*** Begin section ***

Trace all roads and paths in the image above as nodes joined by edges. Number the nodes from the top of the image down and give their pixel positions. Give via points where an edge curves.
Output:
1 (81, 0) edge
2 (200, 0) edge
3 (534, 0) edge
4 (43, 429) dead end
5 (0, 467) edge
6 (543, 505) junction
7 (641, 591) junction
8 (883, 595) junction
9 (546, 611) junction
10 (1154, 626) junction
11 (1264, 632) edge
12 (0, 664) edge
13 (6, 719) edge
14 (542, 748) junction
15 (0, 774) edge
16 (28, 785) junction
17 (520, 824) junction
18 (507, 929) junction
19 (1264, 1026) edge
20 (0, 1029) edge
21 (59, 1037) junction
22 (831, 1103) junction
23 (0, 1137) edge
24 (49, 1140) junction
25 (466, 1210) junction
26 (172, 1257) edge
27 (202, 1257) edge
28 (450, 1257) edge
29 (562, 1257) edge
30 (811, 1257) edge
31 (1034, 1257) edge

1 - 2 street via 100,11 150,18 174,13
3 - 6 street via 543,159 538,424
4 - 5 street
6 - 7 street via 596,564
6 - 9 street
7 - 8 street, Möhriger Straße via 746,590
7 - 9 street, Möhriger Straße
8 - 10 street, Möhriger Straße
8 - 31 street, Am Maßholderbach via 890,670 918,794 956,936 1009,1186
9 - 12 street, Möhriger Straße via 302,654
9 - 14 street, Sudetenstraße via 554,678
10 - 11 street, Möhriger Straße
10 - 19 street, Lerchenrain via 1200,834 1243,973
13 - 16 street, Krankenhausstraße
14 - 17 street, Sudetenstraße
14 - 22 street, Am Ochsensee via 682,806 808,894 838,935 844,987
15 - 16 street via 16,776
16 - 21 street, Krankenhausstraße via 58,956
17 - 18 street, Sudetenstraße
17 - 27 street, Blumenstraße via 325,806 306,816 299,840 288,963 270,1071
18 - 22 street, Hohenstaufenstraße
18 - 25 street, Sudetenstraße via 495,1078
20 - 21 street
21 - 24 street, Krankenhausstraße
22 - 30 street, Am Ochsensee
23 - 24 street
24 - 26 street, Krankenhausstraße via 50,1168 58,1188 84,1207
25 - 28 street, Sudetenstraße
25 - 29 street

*** End section ***

● **To do**: Write out every entry word for word.

● **Task result**:
Trace all roads and paths in the image above as nodes joined by edges. Number the nodes from the top of the image down and give their pixel positions. Give via points where an edge curves.
Output:
1 (81, 0) edge
2 (200, 0) edge
3 (534, 0) edge
4 (43, 429) dead end
5 (0, 467) edge
6 (543, 505) junction
7 (641, 591) junction
8 (883, 595) junction
9 (546, 611) junction
10 (1154, 626) junction
11 (1264, 632) edge
12 (0, 664) edge
13 (6, 719) edge
14 (542, 748) junction
15 (0, 774) edge
16 (28, 785) junction
17 (520, 824) junction
18 (507, 929) junction
19 (1264, 1026) edge
20 (0, 1029) edge
21 (59, 1037) junction
22 (831, 1103) junction
23 (0, 1137) edge
24 (49, 1140) junction
25 (466, 1210) junction
26 (172, 1257) edge
27 (202, 1257) edge
28 (450, 1257) edge
29 (562, 1257) edge
30 (811, 1257) edge
31 (1034, 1257) edge

1 - 2 street via 100,11 150,18 174,13
3 - 6 street via 543,159 538,424
4 - 5 street
6 - 7 street via 596,564
6 - 9 street
7 - 8 street, Möhriger Straße via 746,590
7 - 9 street, Möhriger Straße
8 - 10 street, Möhriger Straße
8 - 31 street, Am Maßholderbach via 890,670 918,794 956,936 1009,1186
9 - 12 street, Möhriger Straße via 302,654
9 - 14 street, Sudetenstraße via 554,678
10 - 11 street, Möhriger Straße
10 - 19 street, Lerchenrain via 1200,834 1243,973
13 - 16 street, Krankenhausstraße
14 - 17 street, Sudetenstraße
14 - 22 street, Am Ochsensee via 682,806 808,894 838,935 844,987
15 - 16 street via 16,776
16 - 21 street, Krankenhausstraße via 58,956
17 - 18 street, Sudetenstraße
17 - 27 street, Blumenstraße via 325,806 306,816 299,840 288,963 270,1071
18 - 22 street, Hohenstaufenstraße
18 - 25 street, Sudetenstraße via 495,1078
20 - 21 street
21 - 24 street, Krankenhausstraße
22 - 30 street, Am Ochsensee
23 - 24 street
24 - 26 street, Krankenhausstraße via 50,1168 58,1188 84,1207
25 - 28 street, Sudetenstraße
25 - 29 street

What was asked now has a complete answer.